Самый заметный элемент в карьере Плиния – его успех при разных царствованиях и династиях, начиная с убитого Домициана, который первым его заметил и стал продвигать, и до пожилого Нервы и усыновленного Нервой военачальника Траяна. Эта модель была достаточно обычной. В одном из своих писем он описывает банкет у Нервы, скорее всего в 97 г. Речь зашла об одном из самых порочных сторонников Домициана, который недавно умер. «Что он претерпел бы, будь сейчас в живых?» – спросил император с наивностью, возможно, деланой. «Он обедал бы с нами», – ответил один из трезвомыслящих гостей. Суть в том, что требовалось лишь незначительно подстроиться под новые времена и в должной мере высказать свое осуждение предыдущего правителя, и вот вы остаетесь званым гостем за столом нового императора и карабкаетесь выше по карьерной лестнице. Даже Тацит, особенно едкий критик Домициана, признается, что его собственная карьера процвела под ненавистной рукой последнего. Вот еще один признак того, что черты конкретных императоров значили не так много, как пытается нам это преподнести биографическая традиция.

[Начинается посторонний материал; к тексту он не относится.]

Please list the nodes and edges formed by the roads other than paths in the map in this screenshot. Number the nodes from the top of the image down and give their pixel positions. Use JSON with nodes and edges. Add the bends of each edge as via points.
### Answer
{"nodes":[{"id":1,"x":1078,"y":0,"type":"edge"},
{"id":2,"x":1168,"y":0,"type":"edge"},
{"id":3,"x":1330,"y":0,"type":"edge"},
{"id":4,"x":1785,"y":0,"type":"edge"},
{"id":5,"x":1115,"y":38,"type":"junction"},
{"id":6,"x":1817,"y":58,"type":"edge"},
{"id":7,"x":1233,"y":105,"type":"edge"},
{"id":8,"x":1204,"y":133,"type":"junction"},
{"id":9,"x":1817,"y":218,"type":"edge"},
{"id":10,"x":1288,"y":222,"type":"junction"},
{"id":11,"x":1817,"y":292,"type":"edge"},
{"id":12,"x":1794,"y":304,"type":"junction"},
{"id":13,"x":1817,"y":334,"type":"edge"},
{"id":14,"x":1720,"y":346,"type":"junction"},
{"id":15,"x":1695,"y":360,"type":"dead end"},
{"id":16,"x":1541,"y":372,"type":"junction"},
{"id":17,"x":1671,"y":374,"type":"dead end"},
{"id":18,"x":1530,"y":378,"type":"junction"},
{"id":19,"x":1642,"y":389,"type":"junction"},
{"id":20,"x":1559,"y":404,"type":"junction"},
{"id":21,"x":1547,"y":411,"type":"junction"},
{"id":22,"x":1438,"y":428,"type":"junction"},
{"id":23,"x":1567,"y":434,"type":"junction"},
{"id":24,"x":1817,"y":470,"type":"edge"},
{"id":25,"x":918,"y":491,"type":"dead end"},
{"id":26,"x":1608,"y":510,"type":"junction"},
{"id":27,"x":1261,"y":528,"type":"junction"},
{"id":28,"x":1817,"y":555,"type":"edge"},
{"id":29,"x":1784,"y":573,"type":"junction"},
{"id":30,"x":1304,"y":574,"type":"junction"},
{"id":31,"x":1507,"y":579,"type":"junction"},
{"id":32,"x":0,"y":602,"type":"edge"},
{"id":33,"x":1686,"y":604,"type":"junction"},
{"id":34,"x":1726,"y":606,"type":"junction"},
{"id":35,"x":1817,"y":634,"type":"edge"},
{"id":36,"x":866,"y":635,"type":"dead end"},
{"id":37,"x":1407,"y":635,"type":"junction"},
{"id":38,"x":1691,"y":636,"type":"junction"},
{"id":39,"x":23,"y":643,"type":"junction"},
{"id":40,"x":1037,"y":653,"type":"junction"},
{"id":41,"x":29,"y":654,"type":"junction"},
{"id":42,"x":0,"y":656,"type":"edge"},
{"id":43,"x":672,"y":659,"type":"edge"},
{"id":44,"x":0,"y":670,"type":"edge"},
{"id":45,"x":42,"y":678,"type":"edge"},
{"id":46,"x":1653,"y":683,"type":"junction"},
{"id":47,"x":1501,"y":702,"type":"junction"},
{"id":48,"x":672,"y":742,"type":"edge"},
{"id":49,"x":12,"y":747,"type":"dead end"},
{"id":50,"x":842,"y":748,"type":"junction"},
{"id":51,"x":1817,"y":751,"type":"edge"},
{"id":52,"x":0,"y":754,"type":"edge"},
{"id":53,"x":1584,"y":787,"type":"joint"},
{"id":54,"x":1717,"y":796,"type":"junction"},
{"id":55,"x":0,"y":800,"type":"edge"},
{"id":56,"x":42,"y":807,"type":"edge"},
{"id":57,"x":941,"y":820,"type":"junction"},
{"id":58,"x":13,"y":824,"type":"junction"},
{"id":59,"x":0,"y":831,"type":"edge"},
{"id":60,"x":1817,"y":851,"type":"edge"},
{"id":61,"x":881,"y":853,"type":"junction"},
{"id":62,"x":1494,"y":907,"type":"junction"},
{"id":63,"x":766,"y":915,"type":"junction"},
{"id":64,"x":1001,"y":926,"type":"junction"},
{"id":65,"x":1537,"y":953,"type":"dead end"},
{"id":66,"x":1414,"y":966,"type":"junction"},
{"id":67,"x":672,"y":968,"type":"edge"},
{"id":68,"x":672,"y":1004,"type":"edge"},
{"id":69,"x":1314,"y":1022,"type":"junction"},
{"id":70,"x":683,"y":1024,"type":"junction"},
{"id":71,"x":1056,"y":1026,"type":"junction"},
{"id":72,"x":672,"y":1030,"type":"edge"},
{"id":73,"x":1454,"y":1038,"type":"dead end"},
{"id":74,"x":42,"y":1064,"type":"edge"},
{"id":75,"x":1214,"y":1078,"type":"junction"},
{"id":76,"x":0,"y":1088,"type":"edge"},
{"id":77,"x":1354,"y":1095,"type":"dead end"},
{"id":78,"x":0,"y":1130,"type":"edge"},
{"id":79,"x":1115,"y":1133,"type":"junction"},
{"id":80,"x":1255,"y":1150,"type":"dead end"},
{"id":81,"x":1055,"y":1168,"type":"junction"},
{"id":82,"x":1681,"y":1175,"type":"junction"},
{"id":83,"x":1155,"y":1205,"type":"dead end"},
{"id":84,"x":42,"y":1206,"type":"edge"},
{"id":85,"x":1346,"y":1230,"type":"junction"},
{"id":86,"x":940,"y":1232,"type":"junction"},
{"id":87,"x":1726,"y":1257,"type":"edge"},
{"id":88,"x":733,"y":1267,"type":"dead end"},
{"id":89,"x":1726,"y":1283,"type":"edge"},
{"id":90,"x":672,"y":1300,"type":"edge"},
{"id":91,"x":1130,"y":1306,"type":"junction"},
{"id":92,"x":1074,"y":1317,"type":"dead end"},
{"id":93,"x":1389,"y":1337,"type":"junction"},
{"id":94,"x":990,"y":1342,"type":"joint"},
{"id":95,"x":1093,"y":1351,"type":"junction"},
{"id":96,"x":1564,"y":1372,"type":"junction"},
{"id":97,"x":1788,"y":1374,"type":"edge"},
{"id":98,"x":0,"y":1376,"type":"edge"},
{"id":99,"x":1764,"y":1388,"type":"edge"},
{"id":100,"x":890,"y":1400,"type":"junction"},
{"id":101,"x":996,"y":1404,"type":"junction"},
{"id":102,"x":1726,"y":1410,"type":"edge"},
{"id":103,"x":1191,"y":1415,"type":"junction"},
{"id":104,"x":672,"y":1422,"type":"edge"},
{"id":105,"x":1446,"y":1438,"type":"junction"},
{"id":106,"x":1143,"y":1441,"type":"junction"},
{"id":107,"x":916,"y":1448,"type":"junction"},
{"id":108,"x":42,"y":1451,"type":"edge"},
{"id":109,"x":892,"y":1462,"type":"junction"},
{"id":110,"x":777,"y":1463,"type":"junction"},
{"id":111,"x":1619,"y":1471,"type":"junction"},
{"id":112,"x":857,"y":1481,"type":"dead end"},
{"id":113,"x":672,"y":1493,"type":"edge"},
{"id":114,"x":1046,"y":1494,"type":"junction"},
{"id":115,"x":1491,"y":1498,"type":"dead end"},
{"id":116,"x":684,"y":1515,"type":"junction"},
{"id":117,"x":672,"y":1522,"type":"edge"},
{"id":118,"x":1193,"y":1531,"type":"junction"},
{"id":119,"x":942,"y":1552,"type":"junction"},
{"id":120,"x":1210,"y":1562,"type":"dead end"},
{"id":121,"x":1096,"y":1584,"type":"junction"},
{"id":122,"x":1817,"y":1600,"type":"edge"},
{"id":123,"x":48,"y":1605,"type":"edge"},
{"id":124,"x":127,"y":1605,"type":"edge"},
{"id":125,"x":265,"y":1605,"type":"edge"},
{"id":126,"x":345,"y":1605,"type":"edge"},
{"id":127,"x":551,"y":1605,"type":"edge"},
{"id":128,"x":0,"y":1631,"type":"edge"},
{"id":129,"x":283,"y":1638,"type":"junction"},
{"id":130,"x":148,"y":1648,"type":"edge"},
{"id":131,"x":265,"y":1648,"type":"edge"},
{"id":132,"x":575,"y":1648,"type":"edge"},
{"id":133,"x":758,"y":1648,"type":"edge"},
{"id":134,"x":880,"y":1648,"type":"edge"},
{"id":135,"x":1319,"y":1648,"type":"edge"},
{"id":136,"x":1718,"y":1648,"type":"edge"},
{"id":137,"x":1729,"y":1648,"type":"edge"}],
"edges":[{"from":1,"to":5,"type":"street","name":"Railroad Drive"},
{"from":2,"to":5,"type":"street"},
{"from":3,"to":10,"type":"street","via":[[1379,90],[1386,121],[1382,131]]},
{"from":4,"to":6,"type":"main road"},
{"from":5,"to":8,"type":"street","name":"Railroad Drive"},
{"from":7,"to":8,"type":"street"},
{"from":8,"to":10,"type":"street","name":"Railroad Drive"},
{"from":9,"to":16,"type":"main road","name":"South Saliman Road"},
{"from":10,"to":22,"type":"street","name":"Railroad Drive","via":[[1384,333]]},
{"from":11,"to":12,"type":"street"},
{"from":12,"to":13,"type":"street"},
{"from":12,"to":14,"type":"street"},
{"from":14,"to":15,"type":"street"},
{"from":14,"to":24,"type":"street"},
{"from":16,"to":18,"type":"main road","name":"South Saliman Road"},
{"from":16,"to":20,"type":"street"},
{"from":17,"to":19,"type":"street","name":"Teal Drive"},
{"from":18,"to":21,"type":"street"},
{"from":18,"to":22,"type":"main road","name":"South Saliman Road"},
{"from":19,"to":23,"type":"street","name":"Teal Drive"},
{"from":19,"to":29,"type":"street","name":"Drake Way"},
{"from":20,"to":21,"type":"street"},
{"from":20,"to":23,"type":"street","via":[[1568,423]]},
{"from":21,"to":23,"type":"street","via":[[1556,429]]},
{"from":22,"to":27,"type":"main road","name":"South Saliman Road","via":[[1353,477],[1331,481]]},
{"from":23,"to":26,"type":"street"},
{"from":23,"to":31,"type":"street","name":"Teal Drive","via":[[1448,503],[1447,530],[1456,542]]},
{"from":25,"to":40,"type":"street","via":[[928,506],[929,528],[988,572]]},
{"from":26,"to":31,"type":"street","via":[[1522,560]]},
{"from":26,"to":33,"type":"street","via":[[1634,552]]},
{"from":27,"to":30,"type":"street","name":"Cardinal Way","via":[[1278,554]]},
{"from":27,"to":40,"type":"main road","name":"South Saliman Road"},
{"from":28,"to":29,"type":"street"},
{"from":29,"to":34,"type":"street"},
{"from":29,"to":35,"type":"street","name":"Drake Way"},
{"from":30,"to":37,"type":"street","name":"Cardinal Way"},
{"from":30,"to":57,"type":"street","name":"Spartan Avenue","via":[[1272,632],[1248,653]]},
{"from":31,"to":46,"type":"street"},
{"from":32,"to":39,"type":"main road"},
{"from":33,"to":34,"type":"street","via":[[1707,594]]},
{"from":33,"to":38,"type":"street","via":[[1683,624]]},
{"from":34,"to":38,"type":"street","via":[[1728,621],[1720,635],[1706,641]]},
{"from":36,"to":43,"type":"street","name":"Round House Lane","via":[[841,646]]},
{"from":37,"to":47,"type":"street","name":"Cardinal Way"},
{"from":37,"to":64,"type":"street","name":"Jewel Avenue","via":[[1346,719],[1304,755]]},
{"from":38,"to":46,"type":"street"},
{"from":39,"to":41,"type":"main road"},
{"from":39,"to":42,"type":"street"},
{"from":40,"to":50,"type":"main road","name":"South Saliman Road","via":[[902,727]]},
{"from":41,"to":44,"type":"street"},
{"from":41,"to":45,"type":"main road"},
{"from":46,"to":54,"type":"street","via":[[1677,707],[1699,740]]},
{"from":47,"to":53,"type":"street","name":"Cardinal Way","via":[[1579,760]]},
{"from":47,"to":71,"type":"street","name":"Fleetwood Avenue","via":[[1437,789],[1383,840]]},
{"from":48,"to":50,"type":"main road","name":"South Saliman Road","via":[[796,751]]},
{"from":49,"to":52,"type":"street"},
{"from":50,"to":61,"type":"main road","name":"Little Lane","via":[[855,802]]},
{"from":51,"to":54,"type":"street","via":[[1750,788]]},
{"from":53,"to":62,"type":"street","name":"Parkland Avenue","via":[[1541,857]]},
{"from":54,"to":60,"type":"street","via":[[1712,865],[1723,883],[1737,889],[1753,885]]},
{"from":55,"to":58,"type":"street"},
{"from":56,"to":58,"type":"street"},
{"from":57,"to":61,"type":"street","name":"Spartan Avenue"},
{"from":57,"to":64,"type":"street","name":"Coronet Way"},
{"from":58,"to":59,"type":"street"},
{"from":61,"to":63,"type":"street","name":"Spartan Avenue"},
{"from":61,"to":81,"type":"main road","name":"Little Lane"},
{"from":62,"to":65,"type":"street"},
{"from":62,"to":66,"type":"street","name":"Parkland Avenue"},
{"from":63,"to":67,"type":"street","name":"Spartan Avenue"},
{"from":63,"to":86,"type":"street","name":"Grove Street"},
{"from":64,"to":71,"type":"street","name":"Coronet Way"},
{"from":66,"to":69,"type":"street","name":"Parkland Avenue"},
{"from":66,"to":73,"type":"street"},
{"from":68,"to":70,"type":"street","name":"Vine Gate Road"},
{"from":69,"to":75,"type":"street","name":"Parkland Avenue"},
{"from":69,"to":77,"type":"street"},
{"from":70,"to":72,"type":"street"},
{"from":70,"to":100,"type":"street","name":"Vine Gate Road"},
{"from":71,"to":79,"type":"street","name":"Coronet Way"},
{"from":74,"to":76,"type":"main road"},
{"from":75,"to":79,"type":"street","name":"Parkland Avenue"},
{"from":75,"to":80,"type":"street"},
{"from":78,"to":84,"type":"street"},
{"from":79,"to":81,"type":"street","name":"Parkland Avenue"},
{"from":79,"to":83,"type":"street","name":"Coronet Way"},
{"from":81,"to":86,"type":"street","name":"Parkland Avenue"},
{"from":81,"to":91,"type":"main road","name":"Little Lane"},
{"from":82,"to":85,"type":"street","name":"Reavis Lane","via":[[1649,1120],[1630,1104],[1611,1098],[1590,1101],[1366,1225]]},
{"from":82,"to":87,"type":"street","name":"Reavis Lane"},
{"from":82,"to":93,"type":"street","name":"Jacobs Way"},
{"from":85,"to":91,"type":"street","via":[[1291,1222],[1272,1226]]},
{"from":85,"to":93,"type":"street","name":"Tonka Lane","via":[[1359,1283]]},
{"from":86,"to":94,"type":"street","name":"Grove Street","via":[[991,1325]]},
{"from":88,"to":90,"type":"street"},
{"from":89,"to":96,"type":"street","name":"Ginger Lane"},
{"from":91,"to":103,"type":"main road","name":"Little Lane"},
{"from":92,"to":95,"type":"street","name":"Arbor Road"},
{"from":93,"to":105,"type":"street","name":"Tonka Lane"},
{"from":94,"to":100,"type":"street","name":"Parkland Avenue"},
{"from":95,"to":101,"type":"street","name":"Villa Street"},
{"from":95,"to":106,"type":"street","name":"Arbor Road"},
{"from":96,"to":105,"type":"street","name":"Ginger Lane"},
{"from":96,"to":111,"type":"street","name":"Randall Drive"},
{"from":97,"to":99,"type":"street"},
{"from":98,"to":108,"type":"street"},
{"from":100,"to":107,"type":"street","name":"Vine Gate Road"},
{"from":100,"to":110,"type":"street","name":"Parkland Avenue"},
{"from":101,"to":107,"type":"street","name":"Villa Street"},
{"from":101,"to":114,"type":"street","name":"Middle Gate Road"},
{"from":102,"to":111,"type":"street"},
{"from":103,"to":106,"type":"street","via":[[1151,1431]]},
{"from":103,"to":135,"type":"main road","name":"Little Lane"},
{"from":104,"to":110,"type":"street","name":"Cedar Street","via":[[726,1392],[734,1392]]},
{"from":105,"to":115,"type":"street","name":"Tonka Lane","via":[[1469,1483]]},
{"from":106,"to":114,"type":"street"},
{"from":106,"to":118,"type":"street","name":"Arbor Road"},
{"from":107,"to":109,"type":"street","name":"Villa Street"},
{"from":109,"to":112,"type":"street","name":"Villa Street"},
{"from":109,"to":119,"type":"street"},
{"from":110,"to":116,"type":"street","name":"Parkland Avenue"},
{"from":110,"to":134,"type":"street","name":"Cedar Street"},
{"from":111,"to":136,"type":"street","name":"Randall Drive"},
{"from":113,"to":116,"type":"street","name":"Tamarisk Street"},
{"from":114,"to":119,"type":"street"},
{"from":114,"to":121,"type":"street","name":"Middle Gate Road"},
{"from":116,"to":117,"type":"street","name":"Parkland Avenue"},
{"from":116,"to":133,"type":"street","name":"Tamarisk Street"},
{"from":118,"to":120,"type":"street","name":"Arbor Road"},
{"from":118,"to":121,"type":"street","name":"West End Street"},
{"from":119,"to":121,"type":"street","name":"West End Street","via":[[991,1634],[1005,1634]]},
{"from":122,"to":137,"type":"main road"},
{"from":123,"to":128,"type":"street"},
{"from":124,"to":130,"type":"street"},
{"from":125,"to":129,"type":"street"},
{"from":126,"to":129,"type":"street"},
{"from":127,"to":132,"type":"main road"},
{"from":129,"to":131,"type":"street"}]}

Итак, чем объяснить разницу между этими двумя картинами сенаторской жизни, между джентльменской коллегиальностью и атмосферой террора, между спокойным и самоуверенным Плинием и теми сенаторами, которые становились жертвами жестоких выходок императора или его «штурмовой бригады»? Были ли это два разных вида сенаторов: с одной стороны, незадачливое и, возможно, надоедливое меньшинство, которое отказывалось подстраиваться под систему, принимало шутки и демонстрации императора слишком близко к сердцу, высказывало свое несогласие и платило за это; с другой стороны, молчаливое большинство из тех, которые почитали за благо служить и процветать в кругу света от императорского двора, кем бы ни был сам цезарь, готовы были голосовать за сжигание книг, когда это требовалось, и не считали ниже своего достоинства праздновать день рождения императора или заведовать очищением русла Тибра?
Отчасти так оно и было. За первые два века нашей эры сенаторы так или иначе постепенно менялись. Все большая их часть, подобно Плинию, происходила из новых или относительно новых семей, и все возрастало количество выходцев из дальних провинций. Вероятно, их гораздо меньше трогали фантазии о республиканском прошлом, меньше нервировали худшие образцы императорского самодурства и радовала возможность получить должность такого масштаба. Также ясно, что самая несокрушимая оппозиция императорам имела тенденцию передаваться по наследству: традиция диссидентства переходила от отца к сыну, иногда к дочери. Зять Тразеи Пета Квинт Гельвидий Приск последовал его примеру, и его постигла примерно та же участь; например, он настаивал на обращении к императору Веспасиану просто по имени, а однажды сенат так упорно не давал Приску высказаться, что буквально довел его до слез.